Agusri Junaidi
Nyawa-nyawa hanya
statistik.
Disebutkan kemudian
dicatat pada buku yang sampulnya memerah, bukan oleh darah.
Nyawa yang pergi
itu kemudian menjadi baris tulisan di media massa.
Tetap terbaca
sebagai angka.
Jumlahnya tak
begitu besar, untuk bangsa dengan 270 juta jiwa.
Selesai membaca
tulisan di facebook Arman, teman SD-nya di Kampung Manggis, Duguk manggut-manggut
sendiri. Seolah terilhami, ia bagai mendapat pencerahan. Seperti Archimedes
yang tiba-tiba berteriak eureka.
Ia pasang posisi
tepat di muka Taun. Mereka duduk di bawah pohon Belimbing tua yang berdiri di
depan kedai kopi milik Taun. Sudah menjadi kebiasaan Duguk untuk beristirahat,
ketika Azan Zuhur berbunyi. Ia akan mematikan aplikasi Ojol-nya, dan terkadang
tidur-tiduran sampai benar-benar tertidur di sana, ditiup angin sepoi-sepoi.
“Mungkin akan lebih
mudah menganggap corona ini sebagai siklus alami mengurangi jumlah penduduk
yang sudah membebani anggaran negara. Setidaknya, ini tidak akan menimbulkan
trauma mendalam, sebab para korban itu tak mati diterkam senjata saudaranya
sendiri, seperti tragedi politik pada umumnya,” ujar Duguk memancing
percakapan.
Seraya bicara, ia
sedikit menggeser pantatnya, pindah duduk menghindari cahaya matahari jam 12
siang yang mulai menggigit. Tampaknya, ia ingin melepas unek-uneknya. Ia nyaris
pasrah dengan kondisi belakangan ini. Beberapa hari lalu, malah berniat tak
lagi baca media sosial dan nonton TV, khawatir psikosomatiknya kumat.
Semua berita
tentang corona membuat napasnya terkadang sesak. Niatnya itu dibatalkannya,
sebab ia tak mengerti caranya. Ia sudah menghitung, jika saja sampai kumat, ia
harus datang konsultasi ke dokter penyakit jiwa. Bukankah beresiko untuk antri
di rumah sakit dalam situasi akhir-akhir ini. Belum lagi harus antri BPJS.

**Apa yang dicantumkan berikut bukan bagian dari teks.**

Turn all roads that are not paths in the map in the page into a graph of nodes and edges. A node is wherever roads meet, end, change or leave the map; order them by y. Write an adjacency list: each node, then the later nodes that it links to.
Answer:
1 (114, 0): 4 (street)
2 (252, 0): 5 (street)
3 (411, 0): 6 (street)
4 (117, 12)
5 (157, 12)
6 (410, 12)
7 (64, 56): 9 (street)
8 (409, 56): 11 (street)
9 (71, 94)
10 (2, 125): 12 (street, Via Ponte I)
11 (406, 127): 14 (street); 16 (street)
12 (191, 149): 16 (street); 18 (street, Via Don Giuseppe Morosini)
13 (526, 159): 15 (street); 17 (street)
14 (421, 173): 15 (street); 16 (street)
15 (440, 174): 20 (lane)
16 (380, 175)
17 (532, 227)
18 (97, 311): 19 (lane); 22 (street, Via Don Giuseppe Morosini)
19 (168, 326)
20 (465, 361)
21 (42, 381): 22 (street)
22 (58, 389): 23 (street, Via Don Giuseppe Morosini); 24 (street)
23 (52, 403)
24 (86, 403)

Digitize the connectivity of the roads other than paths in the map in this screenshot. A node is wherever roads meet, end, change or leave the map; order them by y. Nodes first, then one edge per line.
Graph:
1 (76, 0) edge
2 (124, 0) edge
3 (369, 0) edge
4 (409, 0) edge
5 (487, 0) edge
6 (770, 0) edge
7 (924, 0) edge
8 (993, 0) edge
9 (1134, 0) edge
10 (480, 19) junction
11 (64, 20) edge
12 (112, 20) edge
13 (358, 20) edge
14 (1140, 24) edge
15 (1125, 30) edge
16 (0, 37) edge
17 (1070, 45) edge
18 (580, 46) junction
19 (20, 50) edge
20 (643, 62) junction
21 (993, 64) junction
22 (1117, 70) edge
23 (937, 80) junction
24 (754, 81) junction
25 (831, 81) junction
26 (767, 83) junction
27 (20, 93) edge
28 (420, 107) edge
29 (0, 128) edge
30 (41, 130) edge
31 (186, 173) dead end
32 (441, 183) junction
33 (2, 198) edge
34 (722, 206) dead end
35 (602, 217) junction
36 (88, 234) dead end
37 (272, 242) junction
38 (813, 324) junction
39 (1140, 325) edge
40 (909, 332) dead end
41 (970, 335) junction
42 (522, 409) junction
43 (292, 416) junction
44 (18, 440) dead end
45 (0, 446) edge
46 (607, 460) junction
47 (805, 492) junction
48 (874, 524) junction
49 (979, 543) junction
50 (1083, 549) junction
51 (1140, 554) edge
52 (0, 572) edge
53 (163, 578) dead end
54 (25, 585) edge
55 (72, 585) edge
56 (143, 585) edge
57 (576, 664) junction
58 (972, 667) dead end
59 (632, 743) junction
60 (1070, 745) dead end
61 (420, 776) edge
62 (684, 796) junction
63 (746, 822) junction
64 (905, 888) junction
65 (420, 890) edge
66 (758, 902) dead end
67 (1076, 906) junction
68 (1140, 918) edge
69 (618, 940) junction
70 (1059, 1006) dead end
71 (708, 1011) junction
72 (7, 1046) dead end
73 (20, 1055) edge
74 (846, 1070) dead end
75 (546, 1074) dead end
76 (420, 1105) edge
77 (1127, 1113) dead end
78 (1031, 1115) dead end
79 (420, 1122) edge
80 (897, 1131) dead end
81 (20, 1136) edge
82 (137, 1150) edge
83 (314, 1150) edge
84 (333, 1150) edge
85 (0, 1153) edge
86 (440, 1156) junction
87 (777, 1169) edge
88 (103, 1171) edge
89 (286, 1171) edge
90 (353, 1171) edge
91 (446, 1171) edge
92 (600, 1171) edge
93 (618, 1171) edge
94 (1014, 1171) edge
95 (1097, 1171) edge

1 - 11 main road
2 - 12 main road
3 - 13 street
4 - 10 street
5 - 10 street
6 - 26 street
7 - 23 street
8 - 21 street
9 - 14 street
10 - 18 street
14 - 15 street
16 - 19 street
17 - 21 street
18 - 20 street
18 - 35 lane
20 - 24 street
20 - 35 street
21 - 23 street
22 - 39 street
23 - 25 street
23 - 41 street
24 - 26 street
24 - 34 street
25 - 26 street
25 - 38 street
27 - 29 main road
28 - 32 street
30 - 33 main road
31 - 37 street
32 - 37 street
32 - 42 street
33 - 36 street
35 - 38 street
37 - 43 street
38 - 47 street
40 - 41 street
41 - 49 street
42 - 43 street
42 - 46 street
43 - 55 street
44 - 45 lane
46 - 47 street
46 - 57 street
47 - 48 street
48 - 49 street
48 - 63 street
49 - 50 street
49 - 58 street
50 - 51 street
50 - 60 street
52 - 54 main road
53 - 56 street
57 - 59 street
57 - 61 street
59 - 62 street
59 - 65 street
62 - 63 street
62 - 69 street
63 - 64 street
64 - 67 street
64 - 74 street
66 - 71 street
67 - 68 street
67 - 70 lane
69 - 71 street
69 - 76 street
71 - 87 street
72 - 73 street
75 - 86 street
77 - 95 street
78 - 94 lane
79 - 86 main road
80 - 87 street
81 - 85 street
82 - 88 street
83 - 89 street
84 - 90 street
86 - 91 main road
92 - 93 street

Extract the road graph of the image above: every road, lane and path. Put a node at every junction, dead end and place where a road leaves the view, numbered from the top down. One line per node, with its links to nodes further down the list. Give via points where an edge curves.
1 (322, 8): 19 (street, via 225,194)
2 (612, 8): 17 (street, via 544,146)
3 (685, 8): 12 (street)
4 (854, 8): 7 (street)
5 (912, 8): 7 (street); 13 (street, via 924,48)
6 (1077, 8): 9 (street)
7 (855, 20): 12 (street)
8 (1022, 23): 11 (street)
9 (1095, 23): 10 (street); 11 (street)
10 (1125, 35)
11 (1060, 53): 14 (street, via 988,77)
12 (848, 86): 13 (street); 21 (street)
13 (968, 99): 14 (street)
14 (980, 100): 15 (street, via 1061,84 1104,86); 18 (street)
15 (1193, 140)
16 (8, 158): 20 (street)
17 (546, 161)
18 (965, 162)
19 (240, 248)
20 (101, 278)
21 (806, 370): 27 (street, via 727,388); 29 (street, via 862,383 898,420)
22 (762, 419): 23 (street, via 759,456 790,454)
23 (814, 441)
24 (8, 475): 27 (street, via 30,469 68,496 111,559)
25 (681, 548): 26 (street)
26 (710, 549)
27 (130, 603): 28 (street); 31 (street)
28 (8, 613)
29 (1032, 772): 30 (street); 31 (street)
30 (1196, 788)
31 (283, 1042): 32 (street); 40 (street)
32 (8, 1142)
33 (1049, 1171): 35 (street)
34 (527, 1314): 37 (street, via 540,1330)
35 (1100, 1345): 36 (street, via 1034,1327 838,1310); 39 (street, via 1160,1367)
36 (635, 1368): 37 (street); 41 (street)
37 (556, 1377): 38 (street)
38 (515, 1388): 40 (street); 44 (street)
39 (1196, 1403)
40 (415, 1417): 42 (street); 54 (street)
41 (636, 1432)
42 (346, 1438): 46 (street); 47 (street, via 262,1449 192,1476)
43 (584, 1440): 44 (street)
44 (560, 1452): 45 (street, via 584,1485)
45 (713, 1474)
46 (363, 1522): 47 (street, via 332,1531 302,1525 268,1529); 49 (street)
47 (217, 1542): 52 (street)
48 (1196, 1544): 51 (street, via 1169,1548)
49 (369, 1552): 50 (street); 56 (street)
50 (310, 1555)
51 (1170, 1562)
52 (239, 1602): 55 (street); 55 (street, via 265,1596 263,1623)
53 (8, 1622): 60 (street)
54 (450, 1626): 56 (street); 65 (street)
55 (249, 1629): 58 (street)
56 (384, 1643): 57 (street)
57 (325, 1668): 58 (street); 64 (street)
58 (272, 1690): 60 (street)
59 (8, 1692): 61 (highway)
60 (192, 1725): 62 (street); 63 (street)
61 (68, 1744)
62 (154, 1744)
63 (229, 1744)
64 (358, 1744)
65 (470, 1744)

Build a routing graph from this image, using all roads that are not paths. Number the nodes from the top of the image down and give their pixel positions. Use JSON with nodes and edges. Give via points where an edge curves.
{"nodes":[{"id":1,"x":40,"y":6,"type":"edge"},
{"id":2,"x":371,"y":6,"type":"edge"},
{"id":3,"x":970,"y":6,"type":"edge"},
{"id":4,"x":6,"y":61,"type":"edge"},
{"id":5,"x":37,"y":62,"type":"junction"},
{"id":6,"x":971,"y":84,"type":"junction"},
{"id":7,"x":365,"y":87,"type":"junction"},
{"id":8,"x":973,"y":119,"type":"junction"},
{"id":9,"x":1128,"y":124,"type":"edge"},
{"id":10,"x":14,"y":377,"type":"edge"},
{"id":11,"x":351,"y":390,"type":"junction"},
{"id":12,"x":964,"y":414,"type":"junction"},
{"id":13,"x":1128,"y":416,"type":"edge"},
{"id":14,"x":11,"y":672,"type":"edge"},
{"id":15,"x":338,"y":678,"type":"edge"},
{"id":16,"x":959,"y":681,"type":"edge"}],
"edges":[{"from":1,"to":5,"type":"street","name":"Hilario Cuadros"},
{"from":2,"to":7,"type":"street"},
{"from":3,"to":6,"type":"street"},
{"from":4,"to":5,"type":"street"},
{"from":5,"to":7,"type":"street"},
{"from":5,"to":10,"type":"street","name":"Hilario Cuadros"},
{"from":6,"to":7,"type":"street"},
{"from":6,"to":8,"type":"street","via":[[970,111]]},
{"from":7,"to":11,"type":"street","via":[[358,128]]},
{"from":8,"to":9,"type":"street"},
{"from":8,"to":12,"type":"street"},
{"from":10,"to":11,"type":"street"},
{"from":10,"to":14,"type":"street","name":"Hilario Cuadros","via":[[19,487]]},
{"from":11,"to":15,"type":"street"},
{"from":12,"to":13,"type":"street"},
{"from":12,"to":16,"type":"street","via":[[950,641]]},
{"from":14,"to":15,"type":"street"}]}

Takutnya, ada virus berbahaya itu yang nempel di satu tempat, dan tak sengaja
terpegang olehnya.
Lagi pula dokter
penyakit jiwa itu biasanya akan menulis resep aprazolam atau esilgan, dan ini pengeluaran
yang berat dalam situasi sekarang, lantaran kedua jenis obat itu tak tercover
BPJS.
***
Taun masih
menyimak, ia belum ingin berkomentar. Duguk memang pandai buat penasaran. Ia
pencerita handal. Ia akan bercerita, kemudian berhenti pada titik-titik
tertentu, untuk kemudian membuat pendengar menunggu. Bakatnya ini, sudah lama ia
sadari. Dulu waktu SMP, guru Bahasa Inggrisnya bernama Sukamto pernah memujinya,
ketika menceritakan kembali dengan bahasa sendiri apa yang sudah ia terjemahkan
dari buku. “Kamu berbakat jadi pencerita,” kata-kata Guru Sukamto itu, masih
terngiang di telinganya sampai hari ini.
Duguk, sebelum
nasibnya terhempas dalam kejelataan masyarakat tingkat bawah di Indonesia ini,
sesungguhnya punya kebanggaan akan masa lalunya.
Sebagai penyiar di
tahun 90-an, ia dikenal luas kalangan remaja. Penggemarnya yang sebagian besar
anak-anak SMA, akan pasang kuping jika ia on air. Pada jam malam sebelum tidur
itu, ia akan membuai mereka dengan suaranya yang memikat. Lalu anak-anak remaja
saling bertukar pesan atau menelepon.
Dengan suara yang
dibuat centil dan manja, beberapa remaja putri akan menyapa teman-temannya, dan
tentu sambil request lagu kesukaan setelahnya.
Ia begitu menikmati
hidupnya sebagai penyiar di Radio Suara Basah. Sebagai selebritis tingkat
Bandar Lampung, siapa tak kenal dengan Gege, nama udaranya waktu itu. Andai ia
tak sedekil ini, tentu masih banyak yang memanggilnya dengan nama tersebut.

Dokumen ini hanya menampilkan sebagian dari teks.